Os pelouros da cultura continuam a ser o parente pobre dos executivos em acção. A vulgar atitude machista dos nossos políticos locais (conhecem alguma presidente de Câmara no Alentejo?), muito frequentemente atribuem esse pelouro a mulheres com pouca experiência política, naturalmente por acharem que a cultura é o “circo” necessário e complementar do pão que paternalmente a mão larga do chefe distribui aos seu correligionários e apoiantes. Os pelouros da cultura têm-se revelado, sem excepção, absolutamente obsoletos, inoperacionais, despesistas e vulgarmente festivos, quando deveriam ser os pelouros charneira de uma dinâmica transformista.

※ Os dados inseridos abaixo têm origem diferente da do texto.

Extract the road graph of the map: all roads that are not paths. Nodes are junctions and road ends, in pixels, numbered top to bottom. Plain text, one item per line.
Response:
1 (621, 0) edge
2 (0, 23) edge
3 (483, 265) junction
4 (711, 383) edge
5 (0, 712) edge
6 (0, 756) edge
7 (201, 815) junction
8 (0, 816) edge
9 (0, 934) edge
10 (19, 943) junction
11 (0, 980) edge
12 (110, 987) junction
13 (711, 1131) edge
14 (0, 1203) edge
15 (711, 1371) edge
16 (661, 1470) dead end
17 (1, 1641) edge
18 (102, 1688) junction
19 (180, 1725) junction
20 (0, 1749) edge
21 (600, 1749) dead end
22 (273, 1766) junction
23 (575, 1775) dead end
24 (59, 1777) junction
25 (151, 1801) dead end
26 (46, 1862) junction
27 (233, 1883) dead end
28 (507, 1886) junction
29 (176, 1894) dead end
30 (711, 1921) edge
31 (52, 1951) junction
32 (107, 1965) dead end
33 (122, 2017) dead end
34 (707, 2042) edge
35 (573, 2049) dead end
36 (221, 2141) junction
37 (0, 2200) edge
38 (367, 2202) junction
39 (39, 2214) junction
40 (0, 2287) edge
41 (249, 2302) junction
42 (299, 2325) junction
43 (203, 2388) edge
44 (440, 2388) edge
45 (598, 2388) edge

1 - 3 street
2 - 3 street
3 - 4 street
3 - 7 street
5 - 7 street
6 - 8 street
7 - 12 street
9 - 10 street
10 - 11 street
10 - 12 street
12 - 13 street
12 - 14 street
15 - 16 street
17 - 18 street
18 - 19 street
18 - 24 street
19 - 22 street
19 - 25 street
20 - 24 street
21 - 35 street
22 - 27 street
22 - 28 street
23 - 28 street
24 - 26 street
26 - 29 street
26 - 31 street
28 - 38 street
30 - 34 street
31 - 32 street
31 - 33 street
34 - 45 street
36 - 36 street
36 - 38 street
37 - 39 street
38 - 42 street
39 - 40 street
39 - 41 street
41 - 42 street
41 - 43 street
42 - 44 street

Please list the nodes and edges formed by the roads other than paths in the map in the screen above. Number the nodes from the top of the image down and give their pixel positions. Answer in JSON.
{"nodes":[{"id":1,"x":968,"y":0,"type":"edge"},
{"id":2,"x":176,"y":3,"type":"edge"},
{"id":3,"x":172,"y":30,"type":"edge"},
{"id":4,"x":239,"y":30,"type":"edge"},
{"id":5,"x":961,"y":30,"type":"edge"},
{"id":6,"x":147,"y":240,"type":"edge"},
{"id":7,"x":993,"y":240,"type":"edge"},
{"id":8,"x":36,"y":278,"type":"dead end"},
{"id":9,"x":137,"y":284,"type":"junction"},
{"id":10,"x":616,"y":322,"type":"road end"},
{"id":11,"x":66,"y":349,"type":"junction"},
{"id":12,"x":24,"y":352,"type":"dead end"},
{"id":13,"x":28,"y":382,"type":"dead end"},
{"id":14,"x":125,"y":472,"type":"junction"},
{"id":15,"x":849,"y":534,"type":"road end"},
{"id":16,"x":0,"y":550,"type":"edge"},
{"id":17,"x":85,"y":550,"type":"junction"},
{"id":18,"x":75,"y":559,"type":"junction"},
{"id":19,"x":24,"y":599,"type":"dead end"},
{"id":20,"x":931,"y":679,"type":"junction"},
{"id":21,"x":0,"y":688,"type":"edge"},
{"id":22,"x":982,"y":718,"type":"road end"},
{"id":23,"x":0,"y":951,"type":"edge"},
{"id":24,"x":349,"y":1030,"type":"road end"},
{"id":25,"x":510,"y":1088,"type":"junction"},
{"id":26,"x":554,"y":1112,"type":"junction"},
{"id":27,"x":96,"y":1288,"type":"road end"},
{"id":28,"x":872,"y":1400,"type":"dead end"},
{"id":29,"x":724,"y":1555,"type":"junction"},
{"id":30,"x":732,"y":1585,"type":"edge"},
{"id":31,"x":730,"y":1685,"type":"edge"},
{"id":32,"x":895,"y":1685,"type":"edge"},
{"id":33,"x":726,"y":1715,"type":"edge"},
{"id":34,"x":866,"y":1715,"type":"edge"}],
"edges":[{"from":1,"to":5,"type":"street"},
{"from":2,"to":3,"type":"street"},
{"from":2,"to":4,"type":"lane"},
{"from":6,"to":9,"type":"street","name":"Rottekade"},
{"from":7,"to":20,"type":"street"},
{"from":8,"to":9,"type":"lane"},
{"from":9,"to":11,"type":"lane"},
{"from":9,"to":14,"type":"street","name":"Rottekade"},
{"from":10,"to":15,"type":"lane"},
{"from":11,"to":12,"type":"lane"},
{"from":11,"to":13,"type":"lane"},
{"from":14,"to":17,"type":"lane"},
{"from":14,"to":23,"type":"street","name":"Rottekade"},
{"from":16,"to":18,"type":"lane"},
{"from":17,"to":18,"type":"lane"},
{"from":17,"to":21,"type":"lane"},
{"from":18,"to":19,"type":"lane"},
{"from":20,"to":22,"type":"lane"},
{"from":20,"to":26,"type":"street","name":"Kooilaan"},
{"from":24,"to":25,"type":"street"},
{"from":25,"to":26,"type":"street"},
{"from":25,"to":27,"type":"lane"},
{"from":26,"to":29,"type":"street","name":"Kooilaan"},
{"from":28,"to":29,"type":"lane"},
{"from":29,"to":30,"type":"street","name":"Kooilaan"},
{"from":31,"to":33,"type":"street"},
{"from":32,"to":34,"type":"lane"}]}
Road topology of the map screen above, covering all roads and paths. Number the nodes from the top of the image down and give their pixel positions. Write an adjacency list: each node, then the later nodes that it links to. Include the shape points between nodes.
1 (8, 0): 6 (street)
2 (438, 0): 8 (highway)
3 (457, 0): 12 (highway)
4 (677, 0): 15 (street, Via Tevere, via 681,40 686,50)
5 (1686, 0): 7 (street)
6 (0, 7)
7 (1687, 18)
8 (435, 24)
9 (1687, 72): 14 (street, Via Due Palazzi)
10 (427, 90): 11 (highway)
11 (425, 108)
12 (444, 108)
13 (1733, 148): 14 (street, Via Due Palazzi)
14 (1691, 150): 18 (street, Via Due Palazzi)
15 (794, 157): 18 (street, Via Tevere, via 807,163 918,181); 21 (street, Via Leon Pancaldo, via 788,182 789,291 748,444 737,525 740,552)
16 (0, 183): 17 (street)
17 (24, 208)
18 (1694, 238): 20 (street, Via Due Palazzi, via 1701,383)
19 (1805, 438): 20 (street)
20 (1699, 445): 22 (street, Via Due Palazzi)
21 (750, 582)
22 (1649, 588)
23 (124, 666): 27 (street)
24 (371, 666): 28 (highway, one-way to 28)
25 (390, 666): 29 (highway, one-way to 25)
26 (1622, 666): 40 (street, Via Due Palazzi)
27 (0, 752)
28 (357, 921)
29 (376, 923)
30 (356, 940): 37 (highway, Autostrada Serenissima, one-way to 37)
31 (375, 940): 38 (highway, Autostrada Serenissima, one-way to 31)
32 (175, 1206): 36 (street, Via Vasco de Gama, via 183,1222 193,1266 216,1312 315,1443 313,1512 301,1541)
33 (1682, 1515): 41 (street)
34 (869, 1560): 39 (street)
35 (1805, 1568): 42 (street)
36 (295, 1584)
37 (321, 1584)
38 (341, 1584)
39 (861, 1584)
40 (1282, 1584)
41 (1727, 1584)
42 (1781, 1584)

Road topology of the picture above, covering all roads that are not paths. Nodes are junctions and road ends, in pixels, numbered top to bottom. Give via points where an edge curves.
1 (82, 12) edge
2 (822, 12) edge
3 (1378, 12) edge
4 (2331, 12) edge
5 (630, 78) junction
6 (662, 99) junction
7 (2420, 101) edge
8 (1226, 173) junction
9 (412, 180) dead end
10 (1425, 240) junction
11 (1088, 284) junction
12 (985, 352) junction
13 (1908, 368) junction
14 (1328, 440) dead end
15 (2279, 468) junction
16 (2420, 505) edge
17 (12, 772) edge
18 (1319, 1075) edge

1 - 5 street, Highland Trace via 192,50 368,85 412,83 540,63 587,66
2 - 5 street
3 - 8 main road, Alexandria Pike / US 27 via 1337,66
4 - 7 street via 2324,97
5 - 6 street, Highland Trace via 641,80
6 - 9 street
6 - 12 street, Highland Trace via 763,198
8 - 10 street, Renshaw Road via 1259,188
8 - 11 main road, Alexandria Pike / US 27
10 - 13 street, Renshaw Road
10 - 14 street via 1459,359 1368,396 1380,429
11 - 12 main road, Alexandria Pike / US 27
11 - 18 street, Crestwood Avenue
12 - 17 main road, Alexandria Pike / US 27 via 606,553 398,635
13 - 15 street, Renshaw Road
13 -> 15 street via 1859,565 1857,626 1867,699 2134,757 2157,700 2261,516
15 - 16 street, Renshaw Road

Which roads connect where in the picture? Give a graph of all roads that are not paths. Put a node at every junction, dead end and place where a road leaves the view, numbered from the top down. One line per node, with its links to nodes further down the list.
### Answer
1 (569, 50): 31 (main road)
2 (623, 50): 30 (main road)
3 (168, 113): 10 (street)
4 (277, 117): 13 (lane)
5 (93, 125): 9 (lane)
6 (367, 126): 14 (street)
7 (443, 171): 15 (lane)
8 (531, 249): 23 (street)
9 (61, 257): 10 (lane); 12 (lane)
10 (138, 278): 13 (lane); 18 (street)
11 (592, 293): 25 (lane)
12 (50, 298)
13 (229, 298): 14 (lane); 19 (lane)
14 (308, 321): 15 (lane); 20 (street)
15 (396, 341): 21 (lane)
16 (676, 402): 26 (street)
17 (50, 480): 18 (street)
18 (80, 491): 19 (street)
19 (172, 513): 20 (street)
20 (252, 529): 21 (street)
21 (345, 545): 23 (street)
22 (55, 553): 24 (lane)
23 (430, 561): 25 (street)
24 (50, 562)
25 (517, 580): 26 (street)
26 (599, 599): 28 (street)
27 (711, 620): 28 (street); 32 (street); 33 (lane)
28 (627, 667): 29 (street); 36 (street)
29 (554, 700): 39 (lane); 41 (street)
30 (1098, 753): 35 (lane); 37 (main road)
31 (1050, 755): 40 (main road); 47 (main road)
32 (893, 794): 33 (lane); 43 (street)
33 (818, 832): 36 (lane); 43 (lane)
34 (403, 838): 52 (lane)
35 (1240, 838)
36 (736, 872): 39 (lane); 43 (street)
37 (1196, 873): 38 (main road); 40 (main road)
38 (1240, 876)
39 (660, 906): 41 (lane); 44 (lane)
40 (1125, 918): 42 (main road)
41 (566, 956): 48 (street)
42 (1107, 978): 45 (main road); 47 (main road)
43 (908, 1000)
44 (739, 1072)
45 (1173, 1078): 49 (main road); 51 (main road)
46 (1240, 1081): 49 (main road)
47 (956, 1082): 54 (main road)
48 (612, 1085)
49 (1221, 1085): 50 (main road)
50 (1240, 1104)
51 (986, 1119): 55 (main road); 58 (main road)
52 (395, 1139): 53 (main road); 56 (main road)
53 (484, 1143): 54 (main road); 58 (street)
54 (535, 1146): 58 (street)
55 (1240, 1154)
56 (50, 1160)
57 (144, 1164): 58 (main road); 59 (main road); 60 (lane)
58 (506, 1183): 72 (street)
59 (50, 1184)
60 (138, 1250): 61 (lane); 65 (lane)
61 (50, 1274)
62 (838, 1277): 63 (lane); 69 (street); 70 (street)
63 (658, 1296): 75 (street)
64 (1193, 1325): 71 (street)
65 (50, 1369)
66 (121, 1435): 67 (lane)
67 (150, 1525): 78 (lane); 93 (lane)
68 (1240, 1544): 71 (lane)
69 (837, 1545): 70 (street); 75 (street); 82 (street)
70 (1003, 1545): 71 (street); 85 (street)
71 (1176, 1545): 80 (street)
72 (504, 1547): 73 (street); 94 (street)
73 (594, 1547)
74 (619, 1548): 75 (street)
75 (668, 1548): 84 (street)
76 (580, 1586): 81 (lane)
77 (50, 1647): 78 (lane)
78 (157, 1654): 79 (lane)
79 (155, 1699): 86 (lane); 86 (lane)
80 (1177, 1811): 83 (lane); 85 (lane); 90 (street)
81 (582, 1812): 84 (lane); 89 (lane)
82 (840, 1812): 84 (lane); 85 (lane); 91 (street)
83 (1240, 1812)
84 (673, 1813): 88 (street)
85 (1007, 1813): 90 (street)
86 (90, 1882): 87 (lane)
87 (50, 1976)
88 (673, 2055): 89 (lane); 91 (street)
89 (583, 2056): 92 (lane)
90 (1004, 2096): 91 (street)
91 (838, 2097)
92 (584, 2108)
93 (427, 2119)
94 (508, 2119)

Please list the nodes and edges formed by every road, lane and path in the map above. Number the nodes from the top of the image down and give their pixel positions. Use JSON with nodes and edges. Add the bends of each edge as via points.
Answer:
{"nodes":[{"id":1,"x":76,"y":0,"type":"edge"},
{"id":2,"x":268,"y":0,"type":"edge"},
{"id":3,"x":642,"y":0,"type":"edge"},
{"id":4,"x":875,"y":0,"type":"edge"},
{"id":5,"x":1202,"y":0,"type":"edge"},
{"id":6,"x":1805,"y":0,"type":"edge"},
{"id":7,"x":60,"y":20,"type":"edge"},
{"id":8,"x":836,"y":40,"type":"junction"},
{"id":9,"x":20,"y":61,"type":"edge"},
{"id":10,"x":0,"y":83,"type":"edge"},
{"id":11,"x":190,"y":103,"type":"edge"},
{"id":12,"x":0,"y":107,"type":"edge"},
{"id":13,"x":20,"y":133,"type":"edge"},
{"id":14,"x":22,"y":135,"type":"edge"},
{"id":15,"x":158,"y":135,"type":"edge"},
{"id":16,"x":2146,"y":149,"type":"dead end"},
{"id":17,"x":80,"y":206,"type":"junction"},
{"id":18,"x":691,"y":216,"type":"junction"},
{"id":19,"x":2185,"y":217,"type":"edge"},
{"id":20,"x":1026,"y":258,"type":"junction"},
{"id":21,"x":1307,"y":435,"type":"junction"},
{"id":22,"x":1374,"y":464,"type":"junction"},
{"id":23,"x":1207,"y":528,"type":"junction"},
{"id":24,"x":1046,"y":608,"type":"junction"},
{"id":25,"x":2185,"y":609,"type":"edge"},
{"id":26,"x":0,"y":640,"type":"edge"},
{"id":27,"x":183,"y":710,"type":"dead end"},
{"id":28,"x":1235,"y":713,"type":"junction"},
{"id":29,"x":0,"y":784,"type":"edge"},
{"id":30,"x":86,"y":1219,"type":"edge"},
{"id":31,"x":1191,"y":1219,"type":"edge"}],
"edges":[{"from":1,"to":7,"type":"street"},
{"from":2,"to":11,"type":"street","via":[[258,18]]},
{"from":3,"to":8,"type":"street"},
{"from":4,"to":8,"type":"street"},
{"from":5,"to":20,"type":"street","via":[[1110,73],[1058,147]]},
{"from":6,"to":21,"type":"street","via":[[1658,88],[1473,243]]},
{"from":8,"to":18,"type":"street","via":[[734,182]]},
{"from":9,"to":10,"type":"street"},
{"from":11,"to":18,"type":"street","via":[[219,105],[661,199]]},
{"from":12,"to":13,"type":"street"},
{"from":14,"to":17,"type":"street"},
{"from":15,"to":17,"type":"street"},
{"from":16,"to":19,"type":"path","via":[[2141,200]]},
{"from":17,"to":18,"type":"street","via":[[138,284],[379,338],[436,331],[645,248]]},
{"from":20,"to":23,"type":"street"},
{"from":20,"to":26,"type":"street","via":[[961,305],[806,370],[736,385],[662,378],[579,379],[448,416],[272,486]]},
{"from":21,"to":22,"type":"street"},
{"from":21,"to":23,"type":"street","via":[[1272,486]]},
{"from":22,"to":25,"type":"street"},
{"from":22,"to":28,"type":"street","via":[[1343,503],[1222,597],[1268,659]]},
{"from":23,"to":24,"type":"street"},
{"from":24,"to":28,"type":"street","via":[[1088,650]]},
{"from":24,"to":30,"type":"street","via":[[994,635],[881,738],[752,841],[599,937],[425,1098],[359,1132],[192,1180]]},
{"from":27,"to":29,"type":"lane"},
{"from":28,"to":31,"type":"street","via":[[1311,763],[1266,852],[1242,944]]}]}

Isto só para sublinhar, como refere Sérgio Godinho, que as “coisas andam todas ligadas”; e uma região como Alentejo que pode e deve levar um impulso de desenvolvimento a partir do sector turístico tem, inevitavelmente, que actuar a nível da sua cultura e do que mais genuíno possui.
Acho que me alonguei demasiado neste meu “post”, peço perdão e votos de compreensão. Mesmo assim muitas coisas ficaram por dizer. Talvez para a próxima.